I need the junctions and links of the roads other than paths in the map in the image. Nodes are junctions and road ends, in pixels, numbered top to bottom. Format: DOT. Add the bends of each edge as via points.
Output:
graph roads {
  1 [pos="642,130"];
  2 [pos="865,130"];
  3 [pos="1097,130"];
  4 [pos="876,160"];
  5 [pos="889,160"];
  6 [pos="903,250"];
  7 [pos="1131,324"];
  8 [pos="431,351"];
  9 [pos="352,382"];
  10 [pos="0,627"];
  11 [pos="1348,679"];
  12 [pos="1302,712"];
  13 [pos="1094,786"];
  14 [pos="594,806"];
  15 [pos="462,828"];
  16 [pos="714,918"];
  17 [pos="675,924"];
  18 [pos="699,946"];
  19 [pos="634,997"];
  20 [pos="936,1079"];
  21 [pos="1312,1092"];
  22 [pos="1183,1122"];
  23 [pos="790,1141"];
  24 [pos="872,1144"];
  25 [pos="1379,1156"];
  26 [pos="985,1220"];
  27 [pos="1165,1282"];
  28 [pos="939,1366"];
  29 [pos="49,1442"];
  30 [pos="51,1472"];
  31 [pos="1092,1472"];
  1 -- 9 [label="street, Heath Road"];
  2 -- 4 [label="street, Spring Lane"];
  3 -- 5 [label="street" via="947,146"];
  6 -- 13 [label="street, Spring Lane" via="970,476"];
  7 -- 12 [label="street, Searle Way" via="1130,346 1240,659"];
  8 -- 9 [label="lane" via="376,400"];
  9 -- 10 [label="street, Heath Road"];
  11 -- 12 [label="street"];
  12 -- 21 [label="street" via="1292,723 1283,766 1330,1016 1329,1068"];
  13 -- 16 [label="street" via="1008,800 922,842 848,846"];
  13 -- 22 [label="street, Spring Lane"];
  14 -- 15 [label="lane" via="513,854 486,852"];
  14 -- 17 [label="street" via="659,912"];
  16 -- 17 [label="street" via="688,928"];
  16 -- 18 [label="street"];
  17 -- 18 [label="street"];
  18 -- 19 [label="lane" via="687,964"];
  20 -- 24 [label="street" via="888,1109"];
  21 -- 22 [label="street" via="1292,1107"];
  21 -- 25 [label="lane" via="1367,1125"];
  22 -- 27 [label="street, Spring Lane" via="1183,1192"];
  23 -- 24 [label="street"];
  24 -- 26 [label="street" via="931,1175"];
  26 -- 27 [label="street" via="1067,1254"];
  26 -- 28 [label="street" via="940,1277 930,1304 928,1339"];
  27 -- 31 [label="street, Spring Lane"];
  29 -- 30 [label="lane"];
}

****************

### Task description
Set down the whole listing exactly.

### Exercise response
I need the junctions and links of the roads other than paths in the map in the image. Nodes are junctions and road ends, in pixels, numbered top to bottom. Format: DOT. Add the bends of each edge as via points.
Output:
graph roads {
  1 [pos="642,130"];
  2 [pos="865,130"];
  3 [pos="1097,130"];
  4 [pos="876,160"];
  5 [pos="889,160"];
  6 [pos="903,250"];
  7 [pos="1131,324"];
  8 [pos="431,351"];
  9 [pos="352,382"];
  10 [pos="0,627"];
  11 [pos="1348,679"];
  12 [pos="1302,712"];
  13 [pos="1094,786"];
  14 [pos="594,806"];
  15 [pos="462,828"];
  16 [pos="714,918"];
  17 [pos="675,924"];
  18 [pos="699,946"];
  19 [pos="634,997"];
  20 [pos="936,1079"];
  21 [pos="1312,1092"];
  22 [pos="1183,1122"];
  23 [pos="790,1141"];
  24 [pos="872,1144"];
  25 [pos="1379,1156"];
  26 [pos="985,1220"];
  27 [pos="1165,1282"];
  28 [pos="939,1366"];
  29 [pos="49,1442"];
  30 [pos="51,1472"];
  31 [pos="1092,1472"];
  1 -- 9 [label="street, Heath Road"];
  2 -- 4 [label="street, Spring Lane"];
  3 -- 5 [label="street" via="947,146"];
  6 -- 13 [label="street, Spring Lane" via="970,476"];
  7 -- 12 [label="street, Searle Way" via="1130,346 1240,659"];
  8 -- 9 [label="lane" via="376,400"];
  9 -- 10 [label="street, Heath Road"];
  11 -- 12 [label="street"];
  12 -- 21 [label="street" via="1292,723 1283,766 1330,1016 1329,1068"];
  13 -- 16 [label="street" via="1008,800 922,842 848,846"];
  13 -- 22 [label="street, Spring Lane"];
  14 -- 15 [label="lane" via="513,854 486,852"];
  14 -- 17 [label="street" via="659,912"];
  16 -- 17 [label="street" via="688,928"];
  16 -- 18 [label="street"];
  17 -- 18 [label="street"];
  18 -- 19 [label="lane" via="687,964"];
  20 -- 24 [label="street" via="888,1109"];
  21 -- 22 [label="street" via="1292,1107"];
  21 -- 25 [label="lane" via="1367,1125"];
  22 -- 27 [label="street, Spring Lane" via="1183,1192"];
  23 -- 24 [label="street"];
  24 -- 26 [label="street" via="931,1175"];
  26 -- 27 [label="street" via="1067,1254"];
  26 -- 28 [label="street" via="940,1277 930,1304 928,1339"];
  27 -- 31 [label="street, Spring Lane"];
  29 -- 30 [label="lane"];
}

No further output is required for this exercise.